## [ACTIVITY]
Your task is to copy each line of the listing that contains the word "Рози".

▼

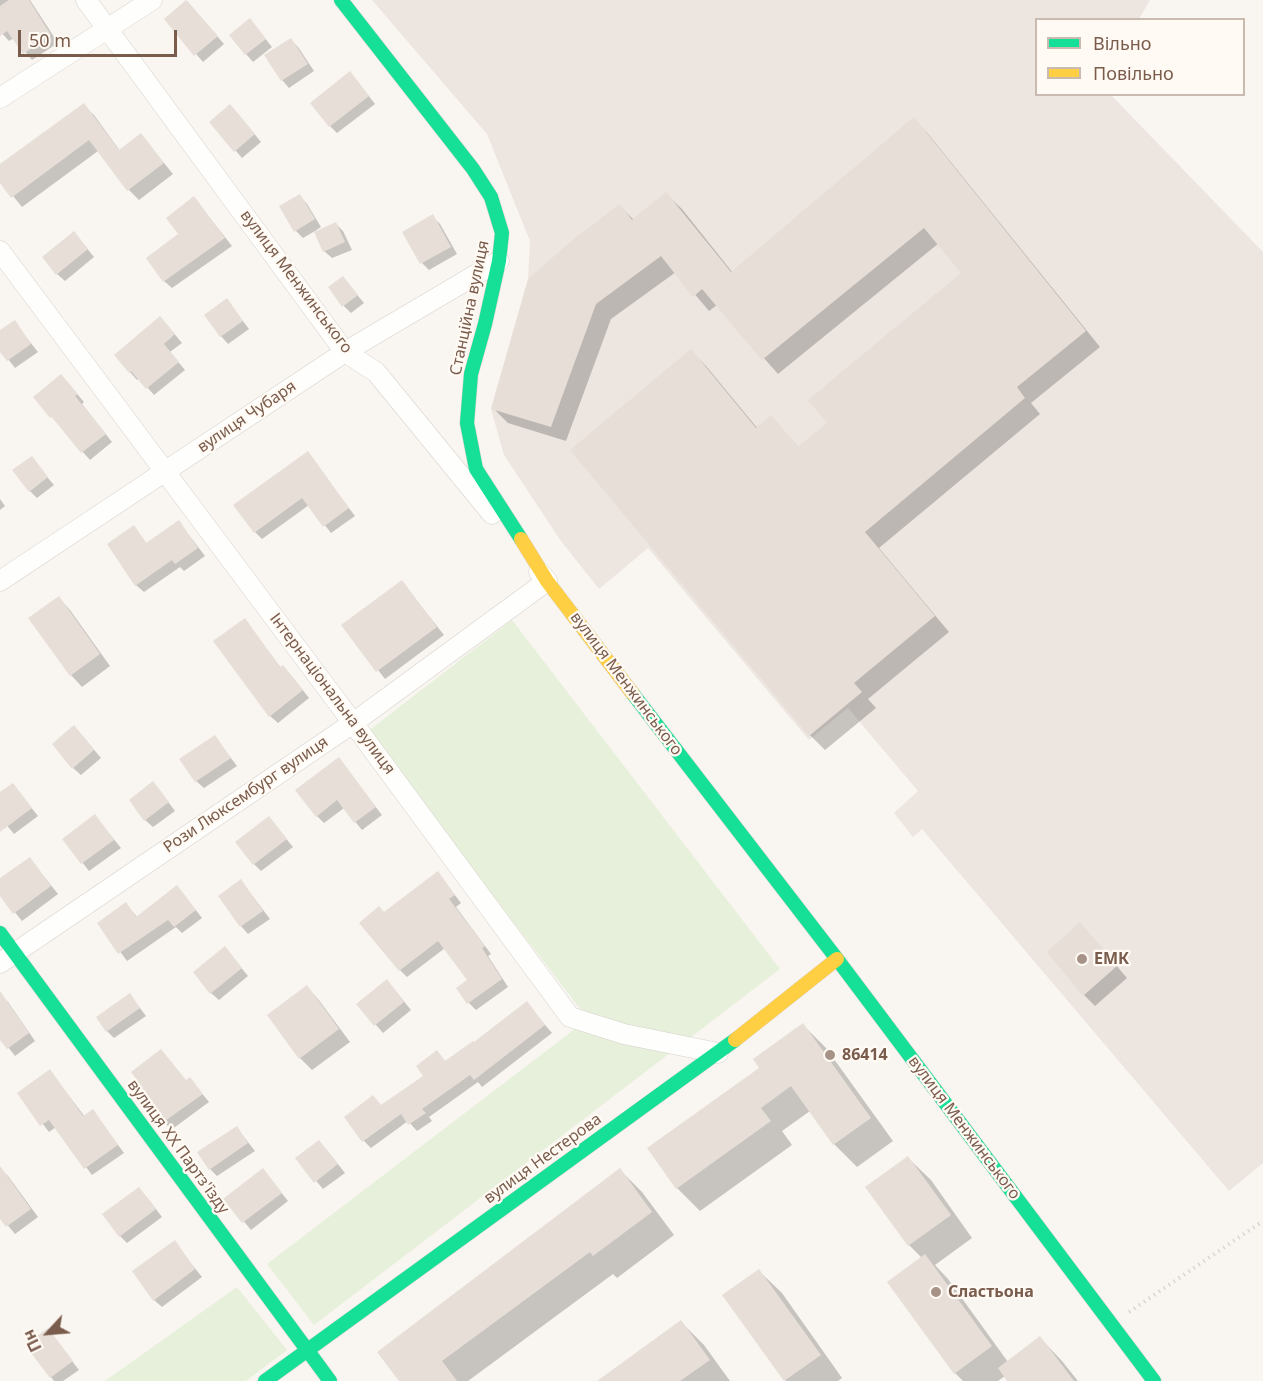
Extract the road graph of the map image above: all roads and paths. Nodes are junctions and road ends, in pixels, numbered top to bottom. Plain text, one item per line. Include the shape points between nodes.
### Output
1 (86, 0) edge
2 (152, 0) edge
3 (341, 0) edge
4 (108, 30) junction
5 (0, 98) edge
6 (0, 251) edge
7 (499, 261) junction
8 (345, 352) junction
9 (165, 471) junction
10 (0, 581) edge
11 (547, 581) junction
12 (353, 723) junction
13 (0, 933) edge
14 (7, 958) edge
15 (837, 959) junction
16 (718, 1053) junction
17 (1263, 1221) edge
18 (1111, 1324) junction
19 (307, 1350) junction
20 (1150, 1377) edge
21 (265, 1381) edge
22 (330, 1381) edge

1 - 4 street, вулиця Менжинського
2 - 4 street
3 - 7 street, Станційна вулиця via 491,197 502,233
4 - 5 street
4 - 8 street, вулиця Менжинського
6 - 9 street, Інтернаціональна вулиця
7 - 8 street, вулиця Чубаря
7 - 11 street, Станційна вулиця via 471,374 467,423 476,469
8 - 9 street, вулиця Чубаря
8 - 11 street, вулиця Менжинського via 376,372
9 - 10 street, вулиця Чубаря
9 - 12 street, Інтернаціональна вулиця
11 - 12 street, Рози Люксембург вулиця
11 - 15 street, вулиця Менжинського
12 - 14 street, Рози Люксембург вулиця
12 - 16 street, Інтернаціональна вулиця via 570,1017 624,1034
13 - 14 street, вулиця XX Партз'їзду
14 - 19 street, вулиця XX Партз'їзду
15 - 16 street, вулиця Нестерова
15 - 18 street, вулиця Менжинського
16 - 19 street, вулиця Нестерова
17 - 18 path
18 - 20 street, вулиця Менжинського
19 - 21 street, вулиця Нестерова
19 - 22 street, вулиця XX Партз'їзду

▲

## [ANSWER TO THIS PROBLEM]
11 - 12 street, Рози Люксембург вулиця
12 - 14 street, Рози Люксембург вулиця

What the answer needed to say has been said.